Omit the images and retype the records verbatim.

⟨

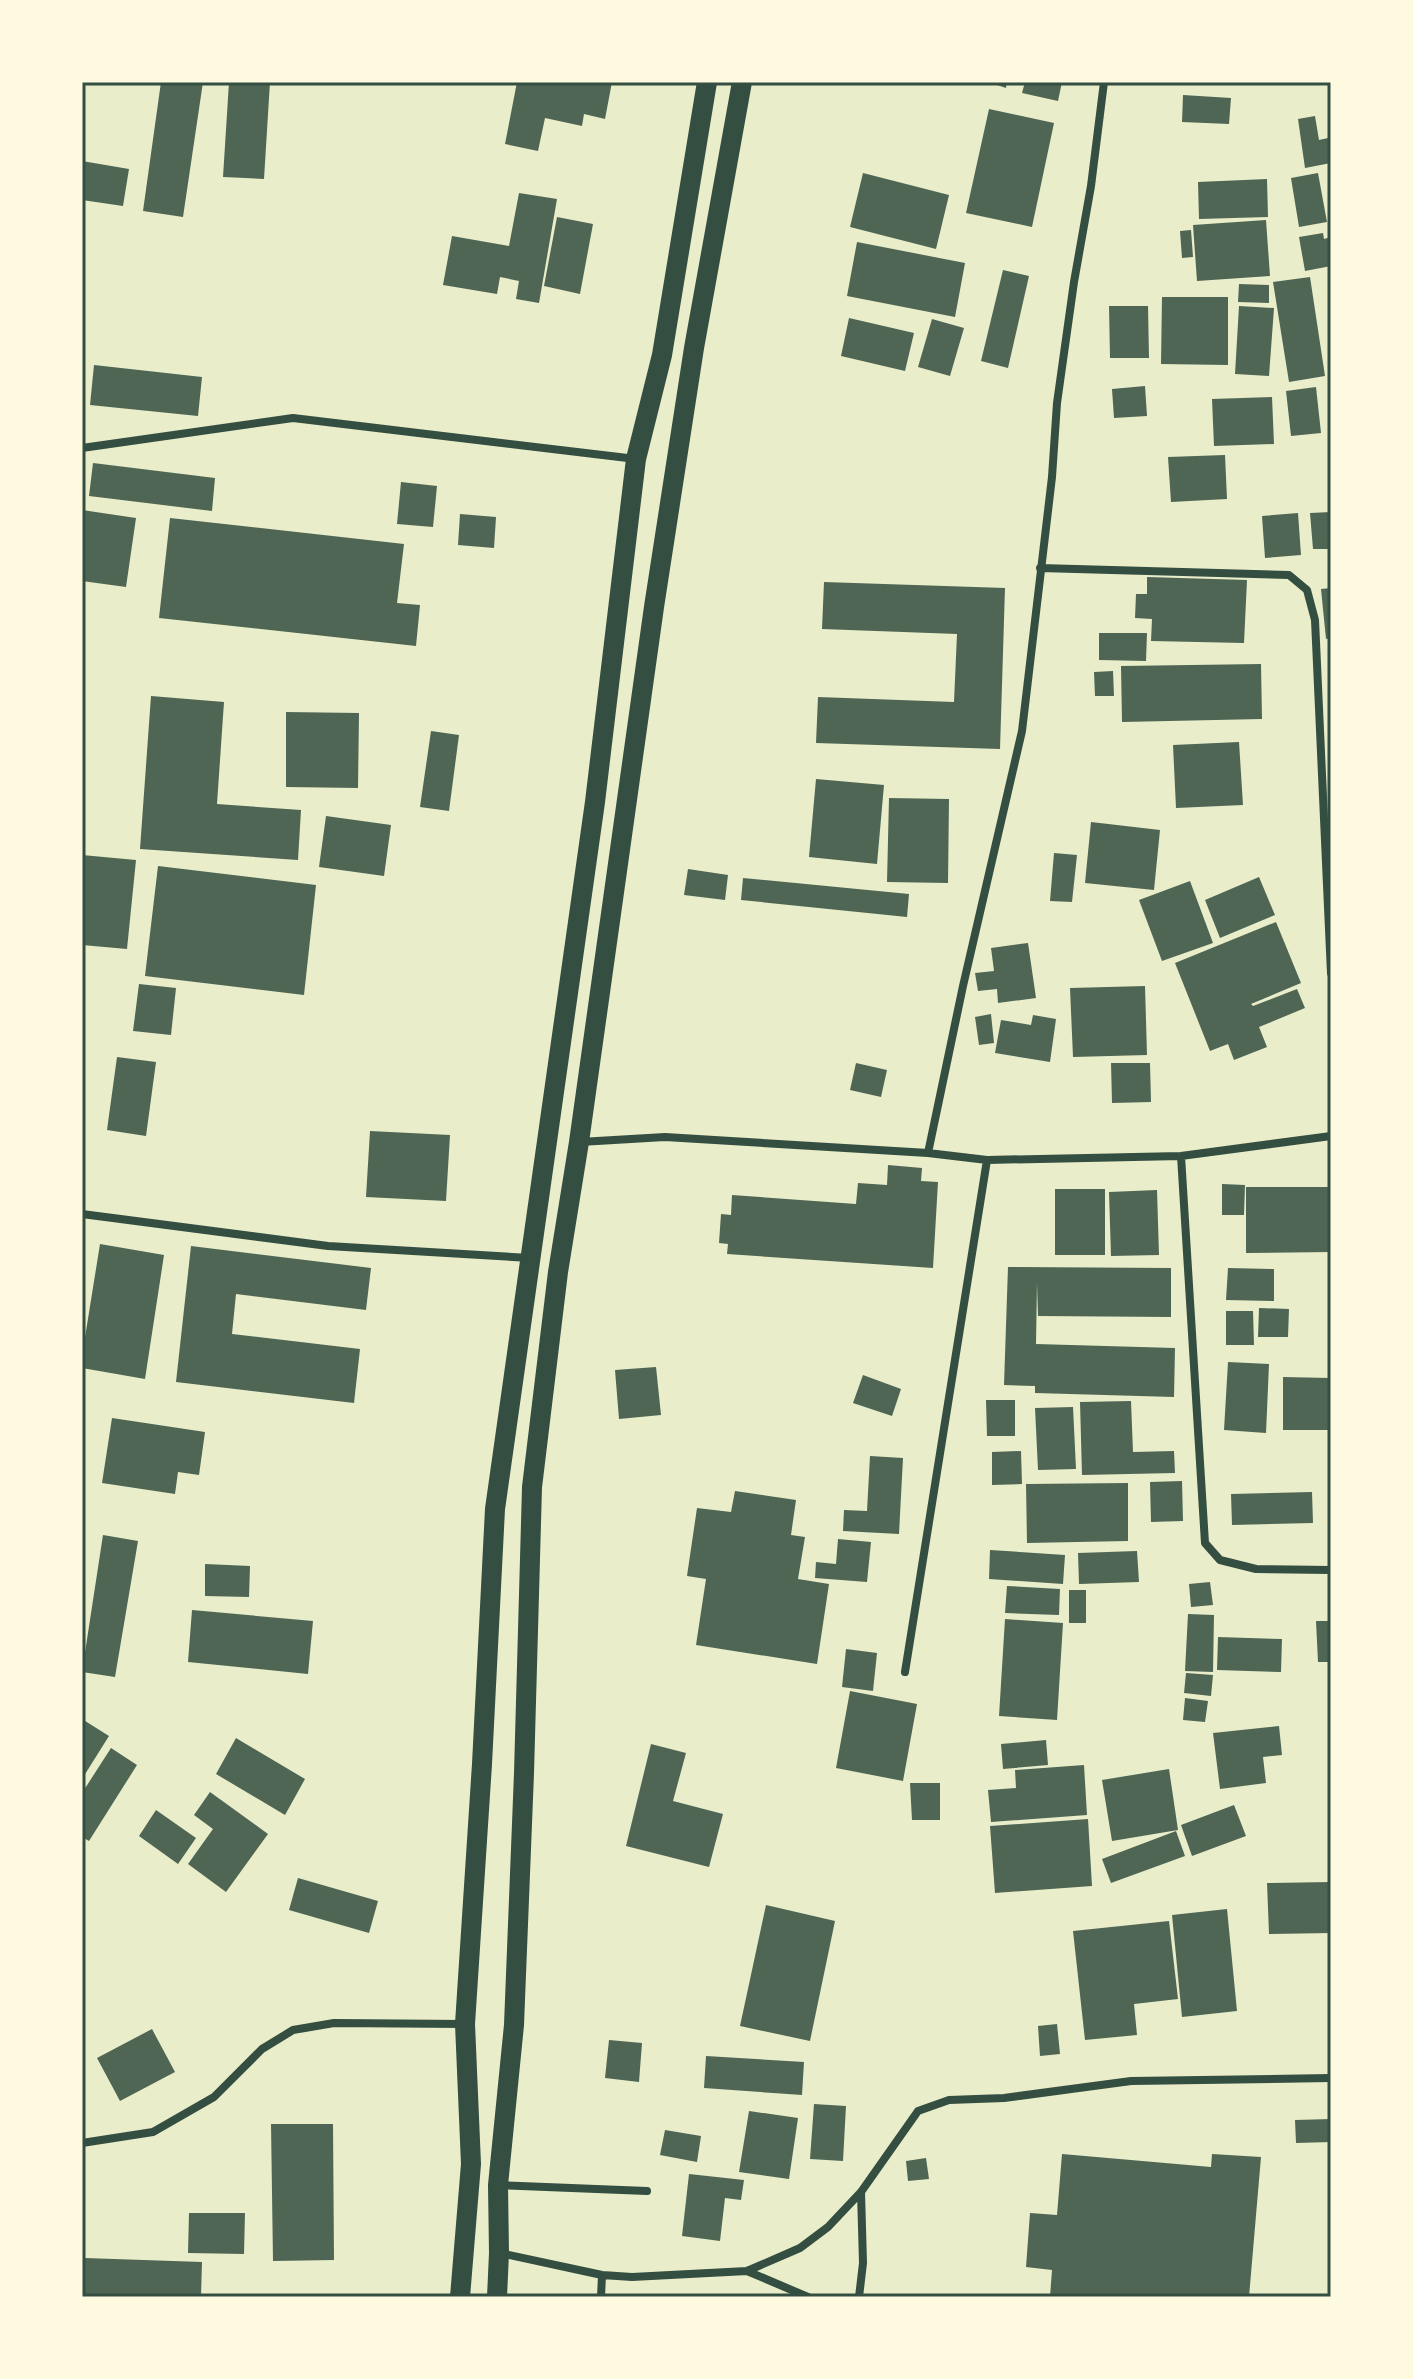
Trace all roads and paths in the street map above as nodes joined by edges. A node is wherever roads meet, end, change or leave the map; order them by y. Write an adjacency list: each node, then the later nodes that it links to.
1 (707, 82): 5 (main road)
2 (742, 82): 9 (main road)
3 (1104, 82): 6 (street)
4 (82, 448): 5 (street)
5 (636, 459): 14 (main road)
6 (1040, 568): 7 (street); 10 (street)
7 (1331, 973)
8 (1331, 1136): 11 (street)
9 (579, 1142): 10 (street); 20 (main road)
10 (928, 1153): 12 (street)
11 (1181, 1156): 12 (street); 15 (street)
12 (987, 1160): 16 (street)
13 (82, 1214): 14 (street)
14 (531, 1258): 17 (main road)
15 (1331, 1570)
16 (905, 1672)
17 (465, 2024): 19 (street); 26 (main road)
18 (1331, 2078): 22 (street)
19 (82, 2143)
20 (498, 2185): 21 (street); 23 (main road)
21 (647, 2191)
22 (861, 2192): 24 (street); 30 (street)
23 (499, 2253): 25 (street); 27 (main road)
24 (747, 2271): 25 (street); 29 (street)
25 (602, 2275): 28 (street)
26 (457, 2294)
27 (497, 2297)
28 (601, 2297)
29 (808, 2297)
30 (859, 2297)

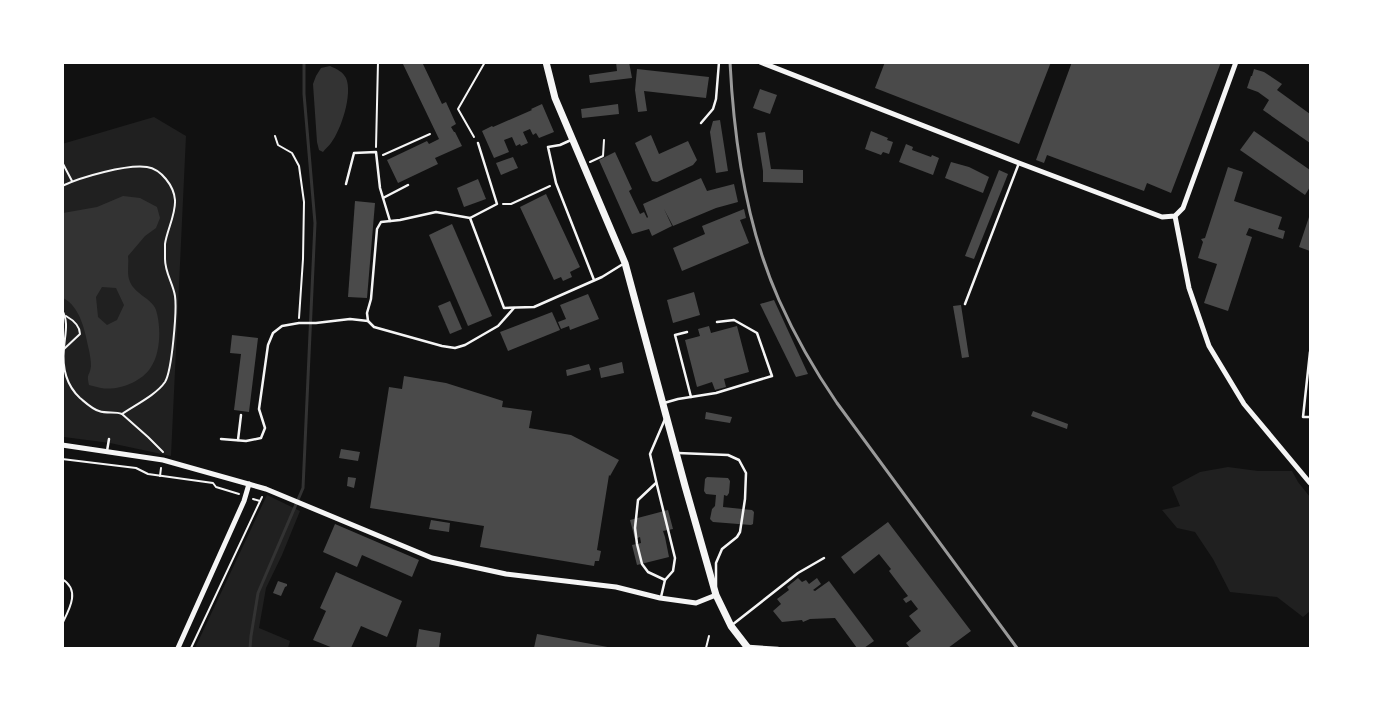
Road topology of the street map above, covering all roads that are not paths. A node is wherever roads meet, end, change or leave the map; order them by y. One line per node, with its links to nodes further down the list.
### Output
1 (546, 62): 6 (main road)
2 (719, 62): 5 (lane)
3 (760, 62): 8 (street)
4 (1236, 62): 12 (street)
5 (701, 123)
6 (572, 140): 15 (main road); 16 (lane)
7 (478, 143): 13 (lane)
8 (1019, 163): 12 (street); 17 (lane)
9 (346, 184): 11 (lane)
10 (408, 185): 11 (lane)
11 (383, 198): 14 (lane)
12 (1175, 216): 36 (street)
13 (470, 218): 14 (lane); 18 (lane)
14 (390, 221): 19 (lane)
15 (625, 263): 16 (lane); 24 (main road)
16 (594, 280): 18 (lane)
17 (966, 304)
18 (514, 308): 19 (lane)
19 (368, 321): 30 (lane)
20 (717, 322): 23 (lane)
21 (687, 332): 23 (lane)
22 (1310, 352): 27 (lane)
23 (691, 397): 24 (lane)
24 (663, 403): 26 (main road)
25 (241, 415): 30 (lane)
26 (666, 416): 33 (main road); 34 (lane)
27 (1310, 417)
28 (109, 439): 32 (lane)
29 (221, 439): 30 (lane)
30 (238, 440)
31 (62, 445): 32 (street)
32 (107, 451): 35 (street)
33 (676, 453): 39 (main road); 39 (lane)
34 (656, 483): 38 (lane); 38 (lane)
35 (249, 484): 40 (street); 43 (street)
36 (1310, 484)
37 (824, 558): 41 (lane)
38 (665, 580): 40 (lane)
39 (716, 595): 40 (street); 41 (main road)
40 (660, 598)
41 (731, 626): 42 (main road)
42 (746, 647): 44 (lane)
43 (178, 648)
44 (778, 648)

⟩

● **Final answer**:
Trace all roads and paths in the street map above as nodes joined by edges. A node is wherever roads meet, end, change or leave the map; order them by y. Write an adjacency list: each node, then the later nodes that it links to.
1 (707, 82): 5 (main road)
2 (742, 82): 9 (main road)
3 (1104, 82): 6 (street)
4 (82, 448): 5 (street)
5 (636, 459): 14 (main road)
6 (1040, 568): 7 (street); 10 (street)
7 (1331, 973)
8 (1331, 1136): 11 (street)
9 (579, 1142): 10 (street); 20 (main road)
10 (928, 1153): 12 (street)
11 (1181, 1156): 12 (street); 15 (street)
12 (987, 1160): 16 (street)
13 (82, 1214): 14 (street)
14 (531, 1258): 17 (main road)
15 (1331, 1570)
16 (905, 1672)
17 (465, 2024): 19 (street); 26 (main road)
18 (1331, 2078): 22 (street)
19 (82, 2143)
20 (498, 2185): 21 (street); 23 (main road)
21 (647, 2191)
22 (861, 2192): 24 (street); 30 (street)
23 (499, 2253): 25 (street); 27 (main road)
24 (747, 2271): 25 (street); 29 (street)
25 (602, 2275): 28 (street)
26 (457, 2294)
27 (497, 2297)
28 (601, 2297)
29 (808, 2297)
30 (859, 2297)

Road topology of the street map above, covering all roads that are not paths. A node is wherever roads meet, end, change or leave the map; order them by y. One line per node, with its links to nodes further down the list.
### Output
1 (546, 62): 6 (main road)
2 (719, 62): 5 (lane)
3 (760, 62): 8 (street)
4 (1236, 62): 12 (street)
5 (701, 123)
6 (572, 140): 15 (main road); 16 (lane)
7 (478, 143): 13 (lane)
8 (1019, 163): 12 (street); 17 (lane)
9 (346, 184): 11 (lane)
10 (408, 185): 11 (lane)
11 (383, 198): 14 (lane)
12 (1175, 216): 36 (street)
13 (470, 218): 14 (lane); 18 (lane)
14 (390, 221): 19 (lane)
15 (625, 263): 16 (lane); 24 (main road)
16 (594, 280): 18 (lane)
17 (966, 304)
18 (514, 308): 19 (lane)
19 (368, 321): 30 (lane)
20 (717, 322): 23 (lane)
21 (687, 332): 23 (lane)
22 (1310, 352): 27 (lane)
23 (691, 397): 24 (lane)
24 (663, 403): 26 (main road)
25 (241, 415): 30 (lane)
26 (666, 416): 33 (main road); 34 (lane)
27 (1310, 417)
28 (109, 439): 32 (lane)
29 (221, 439): 30 (lane)
30 (238, 440)
31 (62, 445): 32 (street)
32 (107, 451): 35 (street)
33 (676, 453): 39 (main road); 39 (lane)
34 (656, 483): 38 (lane); 38 (lane)
35 (249, 484): 40 (street); 43 (street)
36 (1310, 484)
37 (824, 558): 41 (lane)
38 (665, 580): 40 (lane)
39 (716, 595): 40 (street); 41 (main road)
40 (660, 598)
41 (731, 626): 42 (main road)
42 (746, 647): 44 (lane)
43 (178, 648)
44 (778, 648)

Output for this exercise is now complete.